[Data for this exercise]:
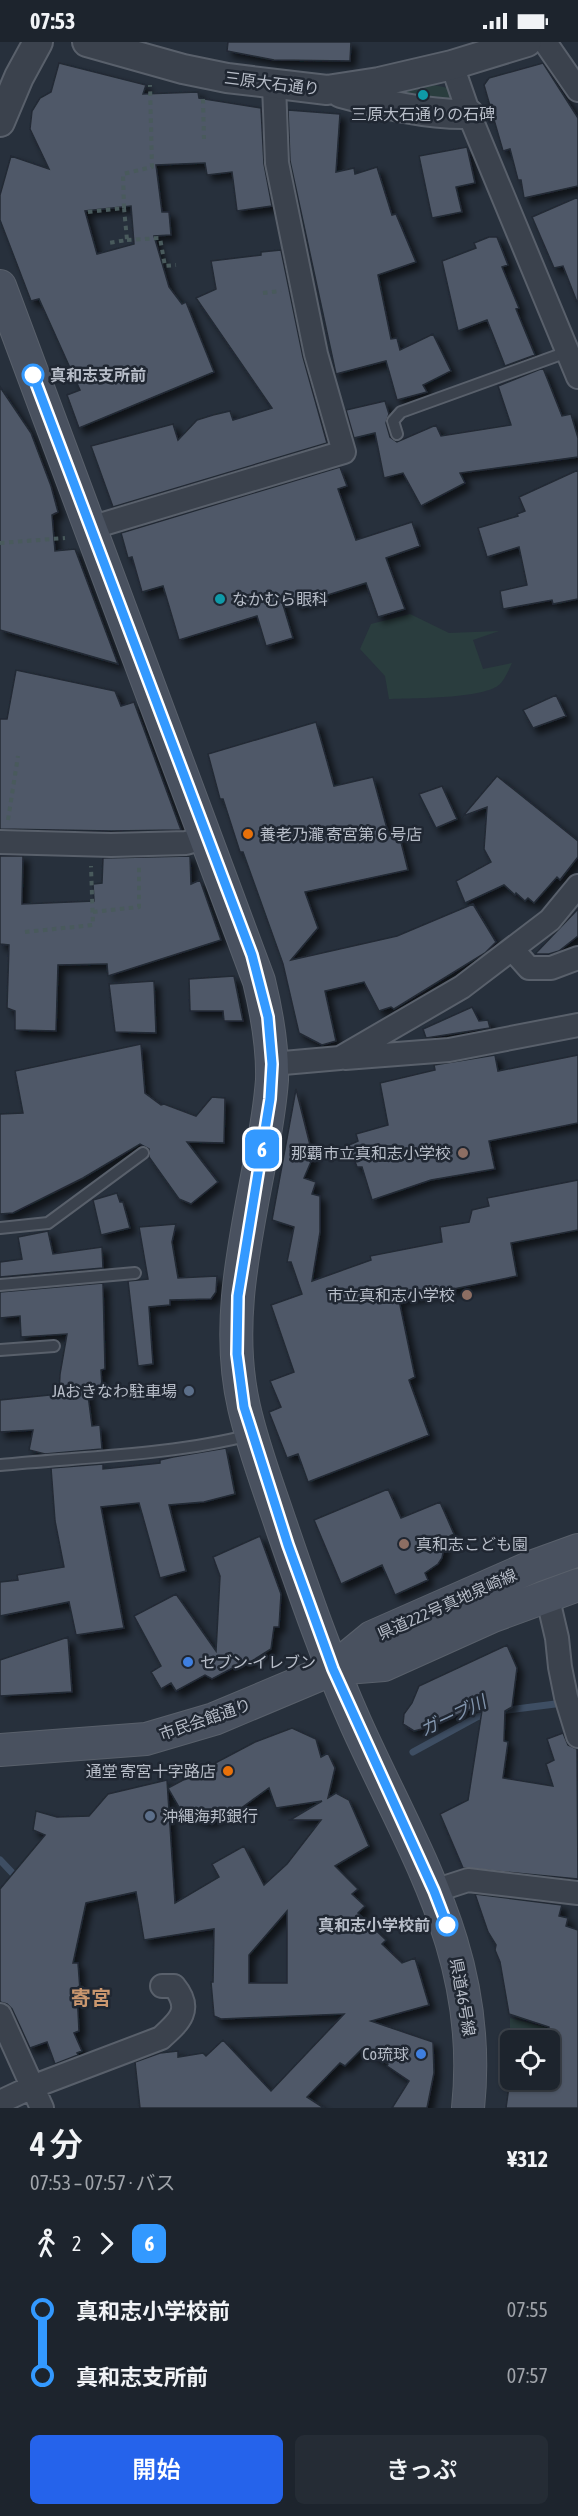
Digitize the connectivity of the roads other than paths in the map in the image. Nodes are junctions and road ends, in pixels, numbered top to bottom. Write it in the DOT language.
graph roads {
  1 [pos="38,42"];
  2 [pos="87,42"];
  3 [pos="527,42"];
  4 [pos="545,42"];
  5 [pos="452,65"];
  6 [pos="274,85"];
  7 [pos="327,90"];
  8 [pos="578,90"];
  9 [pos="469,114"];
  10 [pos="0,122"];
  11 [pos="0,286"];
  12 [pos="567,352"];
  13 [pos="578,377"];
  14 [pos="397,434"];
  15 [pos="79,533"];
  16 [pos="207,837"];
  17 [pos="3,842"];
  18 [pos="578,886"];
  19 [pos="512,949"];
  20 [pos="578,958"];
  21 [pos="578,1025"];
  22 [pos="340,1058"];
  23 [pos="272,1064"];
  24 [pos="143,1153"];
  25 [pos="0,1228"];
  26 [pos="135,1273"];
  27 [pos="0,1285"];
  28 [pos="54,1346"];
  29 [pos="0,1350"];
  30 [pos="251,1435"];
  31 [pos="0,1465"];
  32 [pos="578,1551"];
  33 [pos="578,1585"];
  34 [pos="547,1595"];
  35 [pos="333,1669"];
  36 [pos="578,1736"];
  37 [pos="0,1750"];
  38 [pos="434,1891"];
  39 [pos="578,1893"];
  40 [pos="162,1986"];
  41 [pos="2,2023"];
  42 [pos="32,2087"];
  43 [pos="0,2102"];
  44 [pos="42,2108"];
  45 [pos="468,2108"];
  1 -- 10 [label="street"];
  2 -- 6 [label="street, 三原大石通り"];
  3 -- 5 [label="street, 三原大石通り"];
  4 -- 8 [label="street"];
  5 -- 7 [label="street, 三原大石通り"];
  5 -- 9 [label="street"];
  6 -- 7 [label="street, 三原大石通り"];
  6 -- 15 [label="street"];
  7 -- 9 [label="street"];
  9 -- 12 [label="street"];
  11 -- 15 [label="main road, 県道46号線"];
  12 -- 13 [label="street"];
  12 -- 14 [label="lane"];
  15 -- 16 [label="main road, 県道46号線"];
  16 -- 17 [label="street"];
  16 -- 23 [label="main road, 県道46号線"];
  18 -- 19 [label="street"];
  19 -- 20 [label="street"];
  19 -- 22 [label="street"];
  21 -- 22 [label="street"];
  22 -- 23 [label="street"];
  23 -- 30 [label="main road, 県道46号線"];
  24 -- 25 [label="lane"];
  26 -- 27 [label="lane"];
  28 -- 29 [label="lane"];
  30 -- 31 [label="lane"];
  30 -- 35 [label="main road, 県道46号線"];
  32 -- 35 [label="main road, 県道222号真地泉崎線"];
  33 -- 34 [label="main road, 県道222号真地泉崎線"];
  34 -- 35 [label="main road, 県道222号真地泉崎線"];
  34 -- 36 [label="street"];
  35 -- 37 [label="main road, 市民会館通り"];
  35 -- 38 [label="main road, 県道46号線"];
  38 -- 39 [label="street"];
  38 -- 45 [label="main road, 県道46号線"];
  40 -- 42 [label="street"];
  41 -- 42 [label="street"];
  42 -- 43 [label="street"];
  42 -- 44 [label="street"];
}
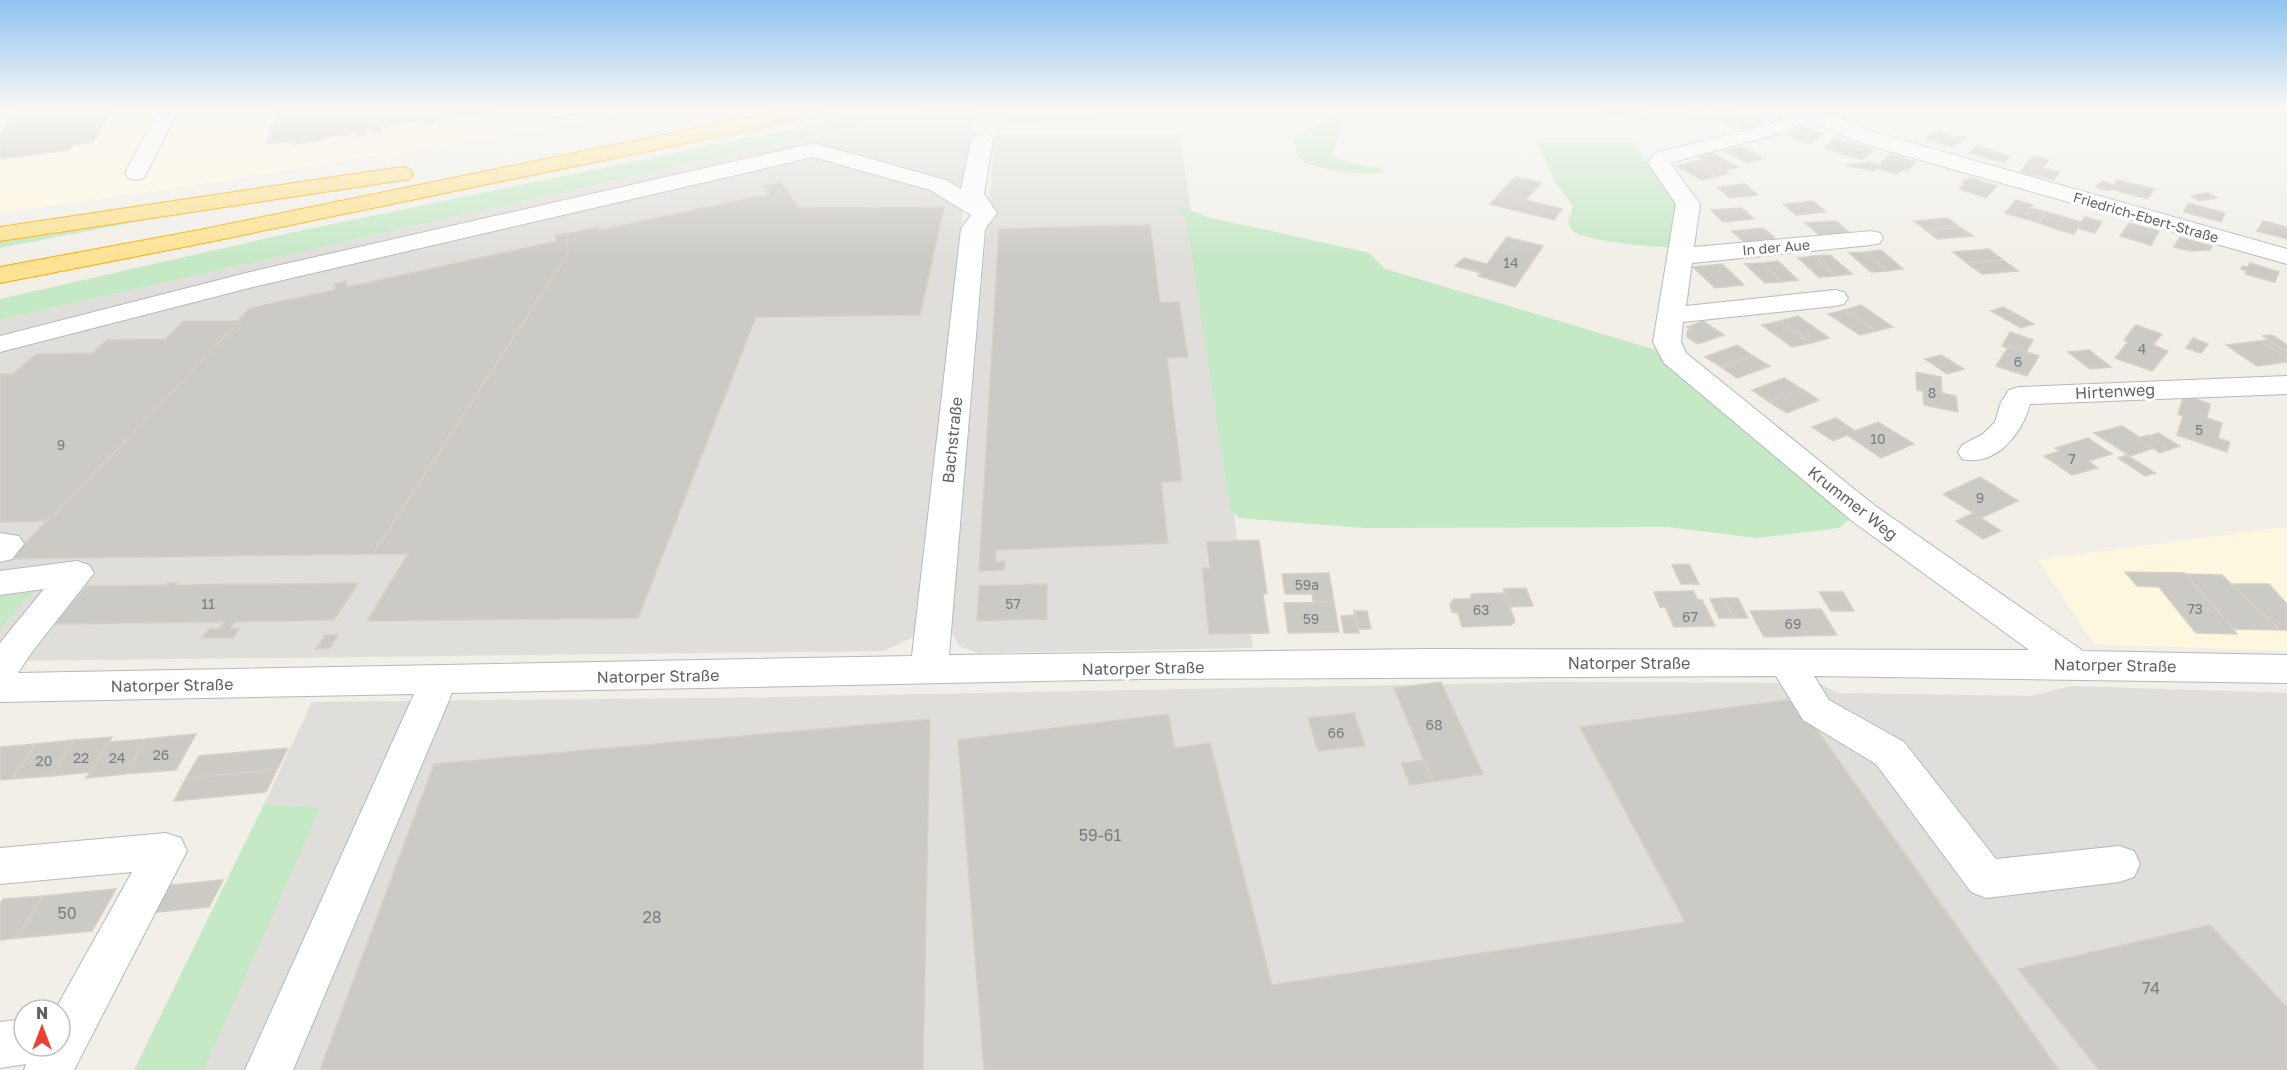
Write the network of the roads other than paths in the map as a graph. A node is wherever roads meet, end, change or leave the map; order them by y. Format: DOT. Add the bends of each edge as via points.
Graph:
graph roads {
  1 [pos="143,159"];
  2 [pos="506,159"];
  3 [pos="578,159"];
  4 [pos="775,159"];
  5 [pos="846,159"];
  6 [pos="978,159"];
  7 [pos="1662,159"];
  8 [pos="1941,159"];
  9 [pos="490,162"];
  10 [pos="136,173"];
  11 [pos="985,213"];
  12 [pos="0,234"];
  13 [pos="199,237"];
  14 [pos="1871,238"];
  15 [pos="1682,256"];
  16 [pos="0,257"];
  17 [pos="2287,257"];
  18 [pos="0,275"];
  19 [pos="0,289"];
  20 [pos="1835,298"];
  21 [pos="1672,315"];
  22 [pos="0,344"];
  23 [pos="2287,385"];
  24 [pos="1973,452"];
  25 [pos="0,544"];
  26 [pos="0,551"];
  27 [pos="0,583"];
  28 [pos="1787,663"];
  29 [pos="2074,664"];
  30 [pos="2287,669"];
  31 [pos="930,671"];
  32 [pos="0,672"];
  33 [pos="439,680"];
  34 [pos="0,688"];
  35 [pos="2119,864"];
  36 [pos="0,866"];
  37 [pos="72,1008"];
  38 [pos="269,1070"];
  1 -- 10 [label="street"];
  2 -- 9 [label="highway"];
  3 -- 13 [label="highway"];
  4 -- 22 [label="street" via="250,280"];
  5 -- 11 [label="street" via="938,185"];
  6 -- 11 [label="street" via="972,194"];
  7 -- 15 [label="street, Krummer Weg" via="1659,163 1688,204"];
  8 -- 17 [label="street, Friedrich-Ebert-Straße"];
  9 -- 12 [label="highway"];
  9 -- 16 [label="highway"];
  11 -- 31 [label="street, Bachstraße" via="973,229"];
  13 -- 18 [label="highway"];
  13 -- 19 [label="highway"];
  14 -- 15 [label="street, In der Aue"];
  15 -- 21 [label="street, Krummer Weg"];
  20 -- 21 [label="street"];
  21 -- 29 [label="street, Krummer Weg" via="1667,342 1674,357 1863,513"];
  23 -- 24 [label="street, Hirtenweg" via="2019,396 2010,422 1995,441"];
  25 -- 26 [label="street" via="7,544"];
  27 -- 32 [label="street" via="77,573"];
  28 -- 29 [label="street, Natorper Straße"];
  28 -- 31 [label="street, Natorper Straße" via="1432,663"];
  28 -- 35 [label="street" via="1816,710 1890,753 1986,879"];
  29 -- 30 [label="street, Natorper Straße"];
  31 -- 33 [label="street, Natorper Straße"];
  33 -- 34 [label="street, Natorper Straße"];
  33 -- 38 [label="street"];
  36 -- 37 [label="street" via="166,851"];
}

[Work item]: State how many lines in the entries above hold the word "Natorper", with no further text.

[Solution for this problem]: 5